Credit to Korea

OECD Observer

Korea’s economic recovery in 2002 – with GDP growth of 6% despite a sluggish world economy – reflects the success of its economic restructuring programme and the underlying dynamism of the economy. But this should not lead to complacency about resolving remaining structural weaknesses and addressing emerging imbalances, the latest OECD Economic Survey of Korea says.

In particular, the acceleration in wages and sharp increase in real estate prices risk boosting inflationary pressure, suggesting that a gradual reversal of monetary easing would seem to be needed to keep inflation in its medium-term target range over the next two years.

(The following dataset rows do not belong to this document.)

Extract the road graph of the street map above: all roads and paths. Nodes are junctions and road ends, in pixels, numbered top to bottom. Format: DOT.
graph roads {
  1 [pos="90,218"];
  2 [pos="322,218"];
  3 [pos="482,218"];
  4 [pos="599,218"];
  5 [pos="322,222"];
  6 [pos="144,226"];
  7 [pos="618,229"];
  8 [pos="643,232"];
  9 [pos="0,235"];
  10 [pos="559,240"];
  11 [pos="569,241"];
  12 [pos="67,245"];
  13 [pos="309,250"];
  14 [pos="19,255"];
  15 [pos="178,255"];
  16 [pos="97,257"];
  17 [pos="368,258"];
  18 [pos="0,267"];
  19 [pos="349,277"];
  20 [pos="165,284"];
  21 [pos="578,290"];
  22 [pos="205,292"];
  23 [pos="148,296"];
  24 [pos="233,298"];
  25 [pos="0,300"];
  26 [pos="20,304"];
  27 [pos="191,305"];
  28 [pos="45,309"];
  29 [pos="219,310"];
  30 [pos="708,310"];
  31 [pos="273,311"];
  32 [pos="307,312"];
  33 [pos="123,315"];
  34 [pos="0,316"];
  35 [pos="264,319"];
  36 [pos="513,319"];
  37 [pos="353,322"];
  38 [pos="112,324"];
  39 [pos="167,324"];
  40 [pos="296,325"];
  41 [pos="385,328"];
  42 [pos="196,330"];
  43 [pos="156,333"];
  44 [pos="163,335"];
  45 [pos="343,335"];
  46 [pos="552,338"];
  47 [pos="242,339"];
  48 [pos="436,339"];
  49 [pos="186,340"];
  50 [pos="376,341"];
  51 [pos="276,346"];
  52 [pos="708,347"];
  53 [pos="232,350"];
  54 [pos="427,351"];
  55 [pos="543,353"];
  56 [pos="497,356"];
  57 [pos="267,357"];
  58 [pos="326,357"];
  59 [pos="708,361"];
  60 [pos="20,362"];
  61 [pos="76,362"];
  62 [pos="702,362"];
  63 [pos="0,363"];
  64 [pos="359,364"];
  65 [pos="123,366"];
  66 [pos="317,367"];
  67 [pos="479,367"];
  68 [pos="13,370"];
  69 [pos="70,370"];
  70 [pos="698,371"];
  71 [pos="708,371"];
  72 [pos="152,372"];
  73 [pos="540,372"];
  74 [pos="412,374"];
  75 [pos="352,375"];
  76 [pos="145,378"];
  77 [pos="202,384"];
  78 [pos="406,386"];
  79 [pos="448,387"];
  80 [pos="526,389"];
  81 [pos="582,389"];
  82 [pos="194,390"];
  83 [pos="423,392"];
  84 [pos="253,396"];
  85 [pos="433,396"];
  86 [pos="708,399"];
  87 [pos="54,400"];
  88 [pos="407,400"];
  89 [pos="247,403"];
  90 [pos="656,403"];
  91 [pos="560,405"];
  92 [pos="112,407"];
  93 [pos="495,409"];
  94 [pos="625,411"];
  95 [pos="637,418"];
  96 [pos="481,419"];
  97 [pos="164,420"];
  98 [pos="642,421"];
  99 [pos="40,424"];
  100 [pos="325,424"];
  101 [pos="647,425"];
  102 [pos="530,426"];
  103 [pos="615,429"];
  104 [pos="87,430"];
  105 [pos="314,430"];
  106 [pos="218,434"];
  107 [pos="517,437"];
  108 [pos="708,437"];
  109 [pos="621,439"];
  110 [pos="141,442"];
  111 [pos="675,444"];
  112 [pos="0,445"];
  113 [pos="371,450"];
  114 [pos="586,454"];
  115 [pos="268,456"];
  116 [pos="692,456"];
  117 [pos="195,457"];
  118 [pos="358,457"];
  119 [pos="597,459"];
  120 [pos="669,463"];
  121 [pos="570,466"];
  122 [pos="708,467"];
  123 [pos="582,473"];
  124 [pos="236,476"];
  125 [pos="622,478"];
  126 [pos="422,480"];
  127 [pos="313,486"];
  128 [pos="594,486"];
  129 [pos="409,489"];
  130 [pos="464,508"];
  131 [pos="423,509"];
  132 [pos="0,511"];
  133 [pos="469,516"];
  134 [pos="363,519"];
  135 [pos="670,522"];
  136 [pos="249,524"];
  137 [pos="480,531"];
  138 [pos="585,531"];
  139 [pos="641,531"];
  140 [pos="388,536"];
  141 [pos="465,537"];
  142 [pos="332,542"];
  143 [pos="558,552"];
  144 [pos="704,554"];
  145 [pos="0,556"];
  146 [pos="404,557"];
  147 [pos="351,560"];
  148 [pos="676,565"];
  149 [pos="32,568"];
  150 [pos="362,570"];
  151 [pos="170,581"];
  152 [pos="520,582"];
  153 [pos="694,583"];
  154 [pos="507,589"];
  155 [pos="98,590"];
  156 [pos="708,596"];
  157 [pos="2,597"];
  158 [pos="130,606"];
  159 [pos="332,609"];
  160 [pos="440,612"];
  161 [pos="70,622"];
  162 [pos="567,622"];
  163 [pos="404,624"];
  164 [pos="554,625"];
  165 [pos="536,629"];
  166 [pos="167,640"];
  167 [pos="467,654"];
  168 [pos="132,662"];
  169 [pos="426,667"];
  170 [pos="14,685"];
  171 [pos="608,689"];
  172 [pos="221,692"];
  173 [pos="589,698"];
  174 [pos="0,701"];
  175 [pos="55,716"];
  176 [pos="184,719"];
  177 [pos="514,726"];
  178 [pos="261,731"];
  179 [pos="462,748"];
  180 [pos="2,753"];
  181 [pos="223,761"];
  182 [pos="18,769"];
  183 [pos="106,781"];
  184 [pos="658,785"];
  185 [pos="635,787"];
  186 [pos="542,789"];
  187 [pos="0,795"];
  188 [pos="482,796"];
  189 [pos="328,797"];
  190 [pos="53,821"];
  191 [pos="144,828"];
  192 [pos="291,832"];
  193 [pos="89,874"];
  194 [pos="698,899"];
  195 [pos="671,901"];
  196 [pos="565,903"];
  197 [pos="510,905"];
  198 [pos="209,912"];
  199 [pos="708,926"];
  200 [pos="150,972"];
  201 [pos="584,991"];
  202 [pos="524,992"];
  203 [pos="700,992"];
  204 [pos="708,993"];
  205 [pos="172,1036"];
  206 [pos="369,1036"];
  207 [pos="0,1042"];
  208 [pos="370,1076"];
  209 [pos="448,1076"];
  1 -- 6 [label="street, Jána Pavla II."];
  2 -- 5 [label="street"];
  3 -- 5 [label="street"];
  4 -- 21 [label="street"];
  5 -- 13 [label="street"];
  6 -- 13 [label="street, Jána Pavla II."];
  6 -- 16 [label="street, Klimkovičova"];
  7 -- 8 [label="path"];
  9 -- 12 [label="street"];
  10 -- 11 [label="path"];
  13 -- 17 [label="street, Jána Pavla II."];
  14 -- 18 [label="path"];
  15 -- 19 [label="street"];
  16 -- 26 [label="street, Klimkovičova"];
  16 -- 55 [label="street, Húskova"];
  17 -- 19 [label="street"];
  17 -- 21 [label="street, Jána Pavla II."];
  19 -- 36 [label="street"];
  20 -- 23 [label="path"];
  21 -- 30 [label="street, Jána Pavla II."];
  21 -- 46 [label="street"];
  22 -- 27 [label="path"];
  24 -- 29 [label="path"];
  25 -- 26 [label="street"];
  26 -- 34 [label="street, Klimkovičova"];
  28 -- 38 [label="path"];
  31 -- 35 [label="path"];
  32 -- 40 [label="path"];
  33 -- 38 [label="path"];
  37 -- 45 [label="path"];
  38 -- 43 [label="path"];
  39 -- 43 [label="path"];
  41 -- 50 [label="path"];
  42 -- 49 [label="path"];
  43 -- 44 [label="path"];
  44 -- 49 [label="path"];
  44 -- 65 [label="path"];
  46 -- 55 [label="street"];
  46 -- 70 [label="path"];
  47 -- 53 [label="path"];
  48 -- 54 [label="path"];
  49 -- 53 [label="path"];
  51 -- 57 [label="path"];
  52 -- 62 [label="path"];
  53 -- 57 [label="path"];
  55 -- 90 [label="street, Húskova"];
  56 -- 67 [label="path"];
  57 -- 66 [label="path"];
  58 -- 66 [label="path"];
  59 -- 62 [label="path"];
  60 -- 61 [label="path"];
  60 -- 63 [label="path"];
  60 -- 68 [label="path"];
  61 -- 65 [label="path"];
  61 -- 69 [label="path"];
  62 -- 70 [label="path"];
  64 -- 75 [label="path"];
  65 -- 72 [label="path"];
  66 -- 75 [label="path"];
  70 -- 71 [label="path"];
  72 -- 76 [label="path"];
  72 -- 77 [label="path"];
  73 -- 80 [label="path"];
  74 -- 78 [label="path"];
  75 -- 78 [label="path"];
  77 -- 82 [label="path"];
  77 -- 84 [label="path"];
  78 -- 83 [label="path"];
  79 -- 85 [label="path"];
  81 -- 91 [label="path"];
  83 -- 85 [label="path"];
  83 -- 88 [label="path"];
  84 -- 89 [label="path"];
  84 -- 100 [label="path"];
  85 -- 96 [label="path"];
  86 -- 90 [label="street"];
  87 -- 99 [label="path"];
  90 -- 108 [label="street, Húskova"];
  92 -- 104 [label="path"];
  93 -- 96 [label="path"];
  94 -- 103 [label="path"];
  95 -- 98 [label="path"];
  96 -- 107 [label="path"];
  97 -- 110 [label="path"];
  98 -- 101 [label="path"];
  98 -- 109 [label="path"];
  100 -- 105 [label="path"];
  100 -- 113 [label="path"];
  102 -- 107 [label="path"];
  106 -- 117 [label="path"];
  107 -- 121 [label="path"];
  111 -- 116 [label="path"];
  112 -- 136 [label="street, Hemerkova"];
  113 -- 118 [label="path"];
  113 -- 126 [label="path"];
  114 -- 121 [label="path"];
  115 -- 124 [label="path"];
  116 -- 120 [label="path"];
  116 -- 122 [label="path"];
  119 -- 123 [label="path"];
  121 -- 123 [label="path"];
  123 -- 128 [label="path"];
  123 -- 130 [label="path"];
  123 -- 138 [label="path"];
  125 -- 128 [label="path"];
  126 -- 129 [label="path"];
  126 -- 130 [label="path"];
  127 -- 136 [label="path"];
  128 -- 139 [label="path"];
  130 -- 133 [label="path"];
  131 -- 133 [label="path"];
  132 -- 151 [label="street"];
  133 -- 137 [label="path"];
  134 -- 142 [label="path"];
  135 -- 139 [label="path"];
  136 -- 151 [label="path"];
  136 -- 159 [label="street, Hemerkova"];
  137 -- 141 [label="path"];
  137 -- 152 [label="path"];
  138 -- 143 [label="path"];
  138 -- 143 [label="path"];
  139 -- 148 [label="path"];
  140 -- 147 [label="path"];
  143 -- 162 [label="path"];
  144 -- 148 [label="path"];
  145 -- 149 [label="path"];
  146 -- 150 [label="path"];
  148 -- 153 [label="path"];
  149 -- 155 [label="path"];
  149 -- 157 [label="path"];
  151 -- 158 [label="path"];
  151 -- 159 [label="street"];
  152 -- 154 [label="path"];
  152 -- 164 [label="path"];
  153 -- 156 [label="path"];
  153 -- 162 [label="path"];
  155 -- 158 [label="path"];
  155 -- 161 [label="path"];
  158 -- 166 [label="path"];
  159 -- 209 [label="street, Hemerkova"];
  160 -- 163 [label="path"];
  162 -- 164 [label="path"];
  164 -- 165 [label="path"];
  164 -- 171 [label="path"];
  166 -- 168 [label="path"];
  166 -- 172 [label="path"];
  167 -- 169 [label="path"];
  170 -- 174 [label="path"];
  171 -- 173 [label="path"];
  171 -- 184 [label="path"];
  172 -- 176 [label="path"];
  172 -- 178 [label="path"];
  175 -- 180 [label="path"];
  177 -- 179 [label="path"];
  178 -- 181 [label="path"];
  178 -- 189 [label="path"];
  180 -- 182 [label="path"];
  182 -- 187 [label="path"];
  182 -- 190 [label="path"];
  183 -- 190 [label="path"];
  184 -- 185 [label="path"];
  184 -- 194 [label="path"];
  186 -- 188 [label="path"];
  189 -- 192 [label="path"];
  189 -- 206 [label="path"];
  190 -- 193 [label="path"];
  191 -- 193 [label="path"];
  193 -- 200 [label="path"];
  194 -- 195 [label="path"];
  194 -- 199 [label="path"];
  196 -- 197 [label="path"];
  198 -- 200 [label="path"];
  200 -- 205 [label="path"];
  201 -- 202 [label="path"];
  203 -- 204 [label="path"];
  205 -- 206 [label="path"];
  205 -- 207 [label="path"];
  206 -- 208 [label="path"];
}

The recovery was led by an upturn in private consumption, which reached 60% of GDP in 2002 for the first time in 20 years. The rebound was boosted by major structural changes in the financial sector, notably an increase in consumer credit from banks.

A second factor was the expanded use of credit cards following the introduction of tax advantages in 2000 to encourage their use. The number of cards issued doubled between 1999 and 2001, and purchases using them quadrupled over the same period.

But one consequence of expanding household debt was a 27% increase between 2000 and 2002 in the number of individuals defaulting on loans, boosting the total to 2.63 million or 8% of the working age population.

A special chapter in the survey, on reforming the public expenditure system, notes that Korea has low public debt, at around 22% of GDP, well below the OECD average of 74%, and one of the lowest ratios of government spending to GDP, partly the result of the immaturity of the social welfare system and a relatively low level of public services.

But the system is under pressure to increase spending as a result of population ageing, an expanding social safety net and to prepare for the cost of co-operation with the North. This will require measures to deal with structural shortcomings in the budget and expenditure management system, such as strengthening the macroeconomic forecasting process underlying the budget, making the budget process more transparent and strengthening accountability, the Survey says.

In any case, the survey sees economic growth continuing strong in 2003 and 2004 at 5.8% and 5.7%.